EXERCISE REQUIREMENTS
All lines in the material containing the word "MERCER" need to be copied.

◇ ◇ ◇

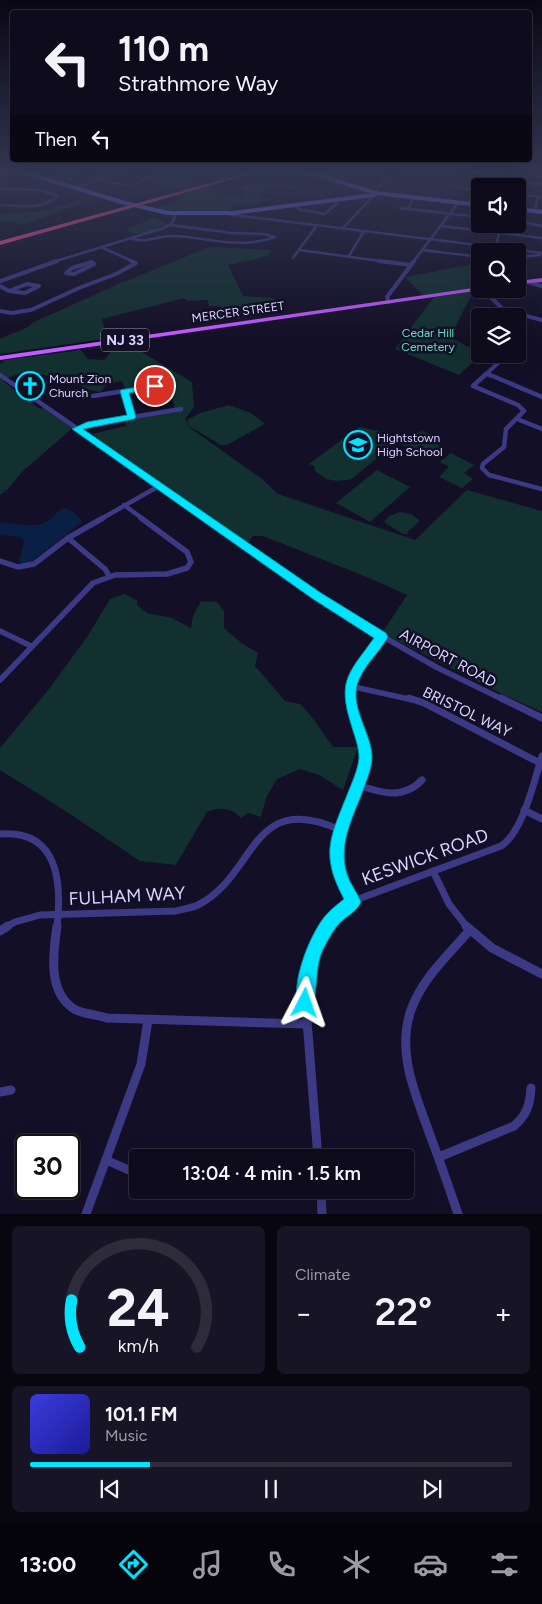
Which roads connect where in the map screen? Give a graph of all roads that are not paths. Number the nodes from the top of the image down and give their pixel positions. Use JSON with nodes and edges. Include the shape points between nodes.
{"nodes":[{"id":1,"x":52,"y":228,"type":"edge"},
{"id":2,"x":162,"y":228,"type":"edge"},
{"id":3,"x":191,"y":228,"type":"edge"},
{"id":4,"x":315,"y":228,"type":"edge"},
{"id":5,"x":340,"y":228,"type":"edge"},
{"id":6,"x":343,"y":228,"type":"joint"},
{"id":7,"x":440,"y":228,"type":"edge"},
{"id":8,"x":455,"y":228,"type":"edge"},
{"id":9,"x":471,"y":230,"type":"edge"},
{"id":10,"x":364,"y":231,"type":"junction"},
{"id":11,"x":499,"y":233,"type":"joint"},
{"id":12,"x":130,"y":238,"type":"junction"},
{"id":13,"x":542,"y":238,"type":"edge"},
{"id":14,"x":431,"y":239,"type":"junction"},
{"id":15,"x":0,"y":242,"type":"edge"},
{"id":16,"x":496,"y":243,"type":"edge"},
{"id":17,"x":471,"y":245,"type":"edge"},
{"id":18,"x":101,"y":247,"type":"junction"},
{"id":19,"x":299,"y":250,"type":"junction"},
{"id":20,"x":423,"y":250,"type":"junction"},
{"id":21,"x":526,"y":252,"type":"edge"},
{"id":22,"x":79,"y":254,"type":"junction"},
{"id":23,"x":542,"y":254,"type":"edge"},
{"id":24,"x":348,"y":256,"type":"junction"},
{"id":25,"x":526,"y":256,"type":"edge"},
{"id":26,"x":471,"y":257,"type":"edge"},
{"id":27,"x":126,"y":258,"type":"junction"},
{"id":28,"x":293,"y":258,"type":"dead end"},
{"id":29,"x":92,"y":262,"type":"junction"},
{"id":30,"x":412,"y":265,"type":"junction"},
{"id":31,"x":115,"y":272,"type":"junction"},
{"id":32,"x":542,"y":280,"type":"edge"},
{"id":33,"x":0,"y":281,"type":"edge"},
{"id":34,"x":528,"y":282,"type":"joint"},
{"id":35,"x":0,"y":286,"type":"edge"},
{"id":36,"x":542,"y":286,"type":"edge"},
{"id":37,"x":471,"y":290,"type":"edge"},
{"id":38,"x":9,"y":291,"type":"junction"},
{"id":39,"x":491,"y":298,"type":"edge"},
{"id":40,"x":389,"y":302,"type":"junction"},
{"id":41,"x":502,"y":308,"type":"edge"},
{"id":42,"x":0,"y":311,"type":"edge"},
{"id":43,"x":526,"y":316,"type":"edge"},
{"id":44,"x":542,"y":320,"type":"edge"},
{"id":45,"x":0,"y":358,"type":"edge"},
{"id":46,"x":499,"y":363,"type":"edge"},
{"id":47,"x":487,"y":374,"type":"junction"},
{"id":48,"x":0,"y":375,"type":"edge"},
{"id":49,"x":155,"y":386,"type":"dead end"},
{"id":50,"x":124,"y":391,"type":"junction"},
{"id":51,"x":93,"y":396,"type":"dead end"},
{"id":52,"x":542,"y":397,"type":"edge"},
{"id":53,"x":181,"y":409,"type":"dead end"},
{"id":54,"x":131,"y":417,"type":"junction"},
{"id":55,"x":516,"y":419,"type":"junction"},
{"id":56,"x":77,"y":429,"type":"junction"},
{"id":57,"x":542,"y":430,"type":"edge"},
{"id":58,"x":157,"y":484,"type":"junction"},
{"id":59,"x":542,"y":489,"type":"edge"},
{"id":60,"x":124,"y":504,"type":"junction"},
{"id":61,"x":68,"y":538,"type":"junction"},
{"id":62,"x":0,"y":561,"type":"edge"},
{"id":63,"x":109,"y":576,"type":"junction"},
{"id":64,"x":0,"y":631,"type":"edge"},
{"id":65,"x":382,"y":637,"type":"junction"},
{"id":66,"x":31,"y":646,"type":"junction"},
{"id":67,"x":0,"y":680,"type":"edge"},
{"id":68,"x":350,"y":686,"type":"junction"},
{"id":69,"x":542,"y":718,"type":"edge"},
{"id":70,"x":541,"y":760,"type":"edge"},
{"id":71,"x":422,"y":780,"type":"dead end"},
{"id":72,"x":358,"y":785,"type":"junction"},
{"id":73,"x":524,"y":810,"type":"junction"},
{"id":74,"x":542,"y":819,"type":"edge"},
{"id":75,"x":340,"y":830,"type":"junction"},
{"id":76,"x":0,"y":834,"type":"edge"},
{"id":77,"x":433,"y":870,"type":"junction"},
{"id":78,"x":353,"y":902,"type":"junction"},
{"id":79,"x":55,"y":915,"type":"junction"},
{"id":80,"x":0,"y":930,"type":"edge"},
{"id":81,"x":469,"y":931,"type":"junction"},
{"id":82,"x":542,"y":974,"type":"edge"},
{"id":83,"x":148,"y":1020,"type":"junction"},
{"id":84,"x":306,"y":1024,"type":"junction"},
{"id":85,"x":531,"y":1088,"type":"dead end"},
{"id":86,"x":11,"y":1090,"type":"dead end"},
{"id":87,"x":0,"y":1092,"type":"edge"},
{"id":88,"x":317,"y":1149,"type":"edge"},
{"id":89,"x":440,"y":1157,"type":"junction"},
{"id":90,"x":106,"y":1160,"type":"junction"},
{"id":91,"x":129,"y":1170,"type":"edge"},
{"id":92,"x":321,"y":1199,"type":"edge"},
{"id":93,"x":86,"y":1214,"type":"edge"},
{"id":94,"x":322,"y":1214,"type":"edge"},
{"id":95,"x":458,"y":1214,"type":"edge"}],
"edges":[{"from":1,"to":15,"type":"highway"},
{"from":2,"to":12,"type":"street"},
{"from":3,"to":12,"type":"street","via":[[275,237],[250,243],[170,236],[144,243]]},
{"from":4,"to":19,"type":"street"},
{"from":5,"to":6,"type":"street"},
{"from":6,"to":10,"type":"street"},
{"from":7,"to":14,"type":"street"},
{"from":8,"to":9,"type":"street"},
{"from":10,"to":14,"type":"street"},
{"from":10,"to":24,"type":"street"},
{"from":11,"to":13,"type":"street"},
{"from":11,"to":16,"type":"street"},
{"from":12,"to":18,"type":"street"},
{"from":14,"to":17,"type":"street"},
{"from":14,"to":20,"type":"street"},
{"from":18,"to":22,"type":"street"},
{"from":18,"to":27,"type":"street"},
{"from":19,"to":24,"type":"street"},
{"from":19,"to":28,"type":"street"},
{"from":20,"to":26,"type":"street"},
{"from":20,"to":30,"type":"street"},
{"from":21,"to":23,"type":"street"},
{"from":22,"to":29,"type":"street"},
{"from":22,"to":33,"type":"street"},
{"from":23,"to":25,"type":"street"},
{"from":24,"to":30,"type":"street"},
{"from":27,"to":31,"type":"street","via":[[128,261]]},
{"from":27,"to":31,"type":"street","via":[[136,263]]},
{"from":29,"to":29,"type":"street","via":[[72,268],[66,273],[74,274],[92,266]]},
{"from":30,"to":40,"type":"street","via":[[387,298]]},
{"from":31,"to":42,"type":"street","via":[[26,312]]},
{"from":32,"to":34,"type":"main road"},
{"from":34,"to":36,"type":"street"},
{"from":35,"to":38,"type":"street"},
{"from":37,"to":40,"type":"main road","name":"MERCER STREET","number":"NJ 33"},
{"from":38,"to":38,"type":"street","via":[[26,293],[39,286],[30,284]]},
{"from":39,"to":41,"type":"street"},
{"from":40,"to":45,"type":"main road","name":"MERCER STREET","number":"NJ 33"},
{"from":43,"to":44,"type":"street"},
{"from":46,"to":47,"type":"street"},
{"from":47,"to":52,"type":"street"},
{"from":47,"to":55,"type":"street","via":[[473,386],[521,406],[524,411]]},
{"from":48,"to":56,"type":"street","name":"AIRPORT ROAD"},
{"from":49,"to":50,"type":"street"},
{"from":50,"to":51,"type":"street"},
{"from":50,"to":54,"type":"street"},
{"from":53,"to":54,"type":"street"},
{"from":54,"to":56,"type":"street"},
{"from":55,"to":57,"type":"street"},
{"from":55,"to":59,"type":"street","via":[[506,429],[505,447],[483,464],[482,470]]},
{"from":56,"to":58,"type":"street","name":"AIRPORT ROAD"},
{"from":58,"to":60,"type":"street"},
{"from":58,"to":65,"type":"street","name":"AIRPORT ROAD","via":[[317,596]]},
{"from":60,"to":61,"type":"street"},
{"from":60,"to":63,"type":"street","via":[[187,552],[190,563],[172,575],[128,573]]},
{"from":61,"to":62,"type":"street","via":[[28,566],[15,567]]},
{"from":61,"to":63,"type":"street"},
{"from":63,"to":66,"type":"street","via":[[85,589]]},
{"from":64,"to":66,"type":"street"},
{"from":65,"to":68,"type":"street"},
{"from":65,"to":69,"type":"street","name":"AIRPORT ROAD","via":[[465,682]]},
{"from":66,"to":67,"type":"street"},
{"from":68,"to":70,"type":"street","name":"BRISTOL WAY","via":[[404,696],[427,704]]},
{"from":68,"to":72,"type":"street","via":[[351,705],[366,754]]},
{"from":70,"to":73,"type":"street","name":"KESWICK ROAD"},
{"from":71,"to":72,"type":"street","via":[[412,789],[393,794]]},
{"from":72,"to":75,"type":"street"},
{"from":73,"to":74,"type":"street"},
{"from":73,"to":77,"type":"street","name":"KESWICK ROAD","via":[[509,841]]},
{"from":75,"to":78,"type":"street","via":[[336,846],[338,868]]},
{"from":75,"to":79,"type":"street","name":"FULHAM WAY","via":[[306,818],[275,824],[257,839],[215,894],[188,909]]},
{"from":76,"to":79,"type":"street","via":[[29,838],[48,852],[60,882]]},
{"from":77,"to":78,"type":"street","name":"KESWICK ROAD"},
{"from":77,"to":81,"type":"street","via":[[450,906]]},
{"from":78,"to":84,"type":"street","name":"KESWICK ROAD","via":[[327,926],[312,953],[305,989]]},
{"from":79,"to":80,"type":"street","name":"FULHAM WAY","via":[[24,919]]},
{"from":79,"to":83,"type":"street","via":[[48,964],[54,989],[62,1000],[88,1016]]},
{"from":81,"to":82,"type":"street","via":[[489,946]]},
{"from":81,"to":89,"type":"street","via":[[422,987],[410,1008],[405,1030],[409,1074]]},
{"from":83,"to":84,"type":"street"},
{"from":83,"to":90,"type":"street","via":[[143,1058]]},
{"from":84,"to":88,"type":"street","name":"KESWICK ROAD"},
{"from":85,"to":89,"type":"street","via":[[530,1107],[514,1126]]},
{"from":86,"to":87,"type":"street"},
{"from":89,"to":95,"type":"street"},
{"from":90,"to":91,"type":"street"},
{"from":90,"to":93,"type":"street"},
{"from":92,"to":94,"type":"street"}]}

◇ ◇ ◇

RESPONSE AREA
{"from":37,"to":40,"type":"main road","name":"MERCER STREET","number":"NJ 33"},
{"from":40,"to":45,"type":"main road","name":"MERCER STREET","number":"NJ 33"},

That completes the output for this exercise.